The Sweet Truth: Is Honey Better Than Sugar?

Made by honey bees using the nectar of flowers, honey is a gorgeous amber fluid that has been used as a natural sweetener for countless centuries. Although honey is considered superior to sugar in terms of its nutritional value, the latter is still consumed over 40 times more.

What’s spectacular about honey is that not only is it sweeter to sugar, it also comprises many trace elements and antioxidants required for the proper functioning of the body. Therefore, it’s more than just a flavoring for your honey cakes and breakfast cereals. Unlike in the case of raw honey, sugarcane undergoes a series of vigorous processing, which eliminates its vitamins, minerals, proteins and organic acids, which is why sugar, the end product, possesses no nutritional value – it’s just a mass of energy in the form of sucrose.

Honey, particularly the raw, unpasteurized kind offers a set of unique benefits that may be enough to make you replace sugar with honey in your diet for good.

1. Rapid energy source

Following a nutrient-dense, wholefood diet is vital for increased energy levels, improved metabolism and overall health and wellness. If you’re looking for a quick energy boost, for example, before starting work or a workout, honey may do a much better job than a sugar-laden drink. Firstly, it’s because it contains more calories, with one teaspoon of honey containing 22 calories versus 16 calories per teaspoon sugar. This shouldn’t be worrying for weight-watchers because even though honey has more calories, you’ll actually consume less of it because it’s sweeter and denser than table sugar.

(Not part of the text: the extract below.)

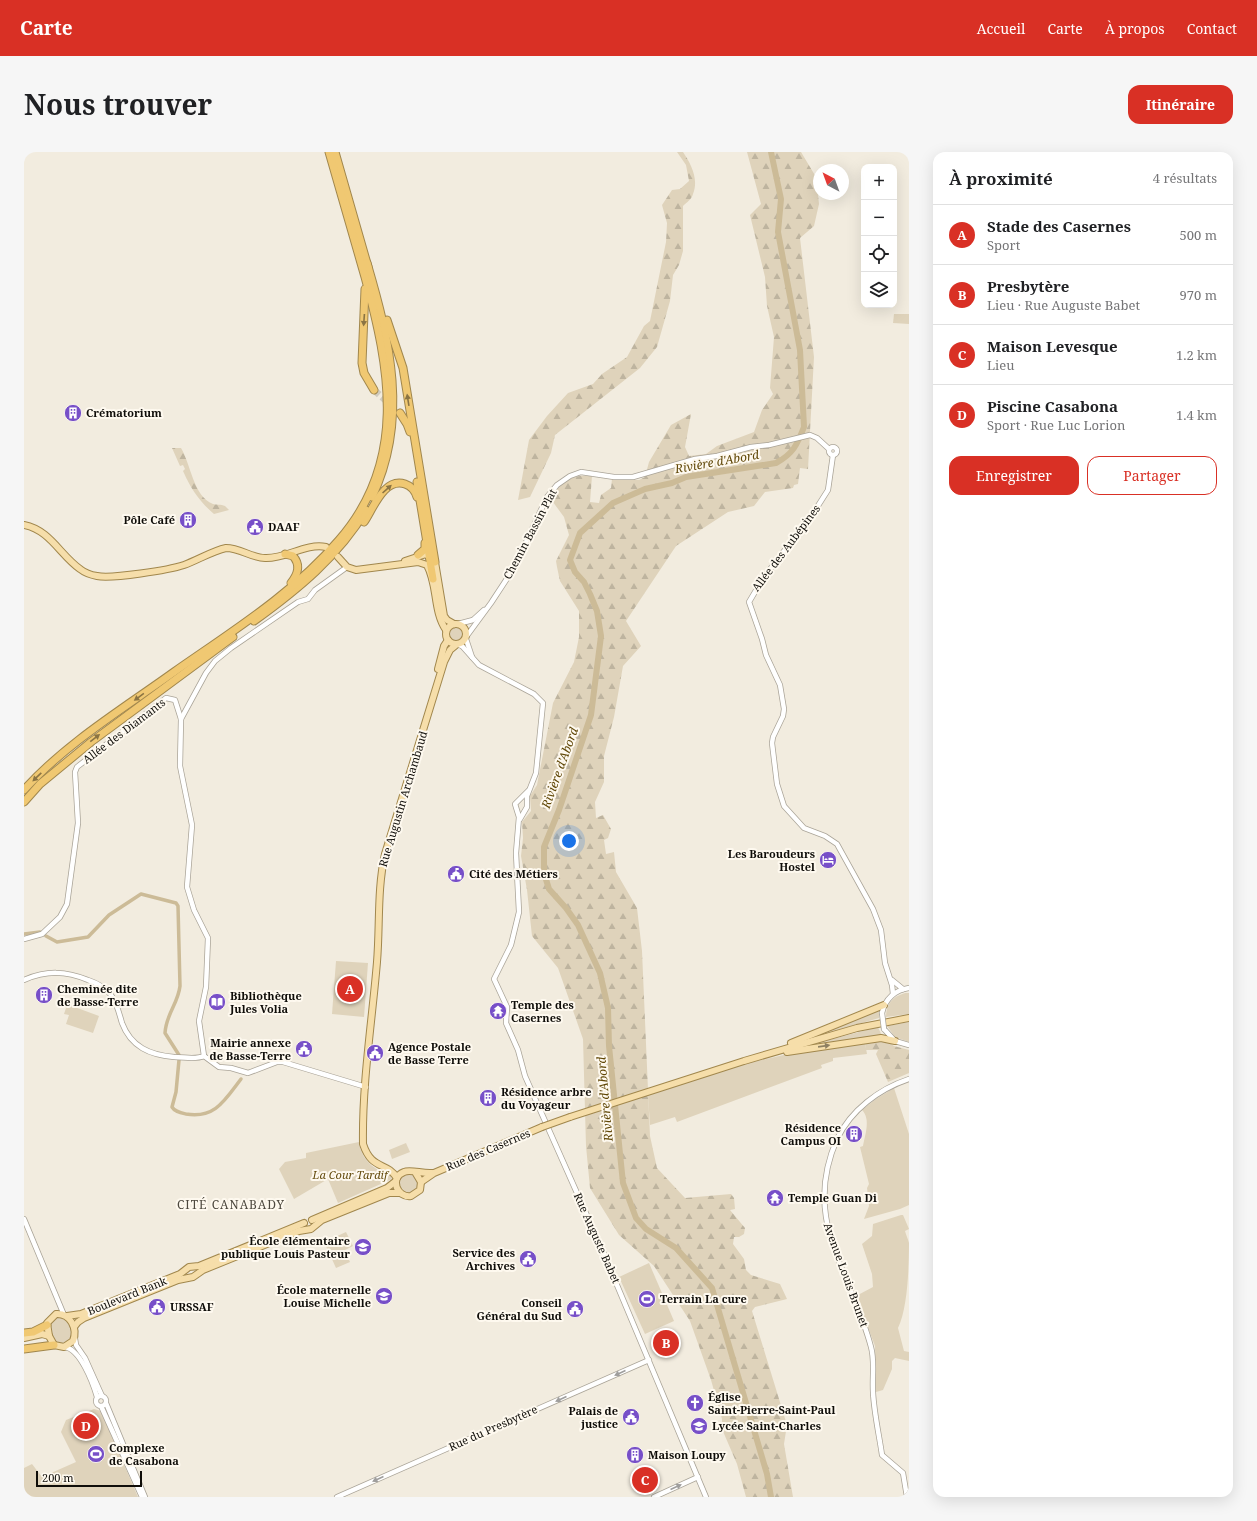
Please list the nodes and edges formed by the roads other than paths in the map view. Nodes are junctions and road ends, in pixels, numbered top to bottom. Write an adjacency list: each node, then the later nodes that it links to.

In addition, table sugar is essentially just sucrose – a product of one fructose and one glucose molecule bonded together. Therefore, your body has to use its own enzymes to split the two. In the case of honey, fructose and glucose are already kept separated by an enzyme added by honeybees. Honey is beneficial because it releases fructose gradually into the bloodstream, thus providing sustained energy that lasts for hours.

2. Low glycemic index

Honey has a lower glycemic index (GI) than sugar, which means it is absorbed at a much slower rate than table sugar. Sugar’s high GI indicates that it increase blood sugar levels rapidly, causing sharp insulin spikes. This may contribute to weight gain, obesity, metabolic syndrome, diabetes and heart disease.

3. A great cough remedy

According to the World Health Organization (WHO), honey is a demulcent – a substance that relieves irritation and soothes the throat and mouth by creating a protecting film.
Research also shows that honey functions similar to dextromethorphan, which is commonly found in over the counter cough medicines to improve cough and related sleep problems in children.

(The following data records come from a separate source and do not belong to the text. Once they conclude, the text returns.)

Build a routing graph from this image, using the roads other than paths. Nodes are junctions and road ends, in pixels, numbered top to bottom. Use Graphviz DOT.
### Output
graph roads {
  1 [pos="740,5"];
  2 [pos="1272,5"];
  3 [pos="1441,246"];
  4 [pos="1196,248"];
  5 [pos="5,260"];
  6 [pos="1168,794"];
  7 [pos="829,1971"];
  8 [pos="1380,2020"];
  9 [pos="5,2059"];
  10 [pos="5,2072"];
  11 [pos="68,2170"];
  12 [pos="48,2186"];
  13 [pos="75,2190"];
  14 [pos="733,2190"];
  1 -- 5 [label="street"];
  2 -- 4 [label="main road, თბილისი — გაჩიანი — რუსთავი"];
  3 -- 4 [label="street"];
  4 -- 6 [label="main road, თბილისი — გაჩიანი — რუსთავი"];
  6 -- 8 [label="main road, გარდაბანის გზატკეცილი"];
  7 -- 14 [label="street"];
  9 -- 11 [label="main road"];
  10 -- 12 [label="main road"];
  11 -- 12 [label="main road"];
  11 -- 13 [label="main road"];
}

4. Prevents allergy symptoms

Consuming locally produced honey introduces pollen spores carried by the bees from local plants into your system. The allergen in honey activates your immune system and helps the body build immunity against it naturally. Having a tablespoon of honey per day before pollen season can help your body be prepared for allergy season. However, it’s important here that you get locally produced raw honey.

5. Antibacterial

Some researchers state that honey has potent antibacterial properties that may be handy in fighting different types of bacteria in the body. Furthermore, some may choose to treat burns and wounds with honey because it prevents infections and promotes healing.

Apart from being incredibly sweet and delicious, honey can have a remarkable impact on our overall health. The key is to remember that not all honey is going to be the same. While certain honeys may have antibacterial properties and a nutritional value that are a hundred times more pronounced, others may just be clear, sparkling fluids that are just visually pleasing but not strong competitors against sugar due to their lack of nutritional importance. To get the most out of your honey, stick to purchasing the least processed, raw types.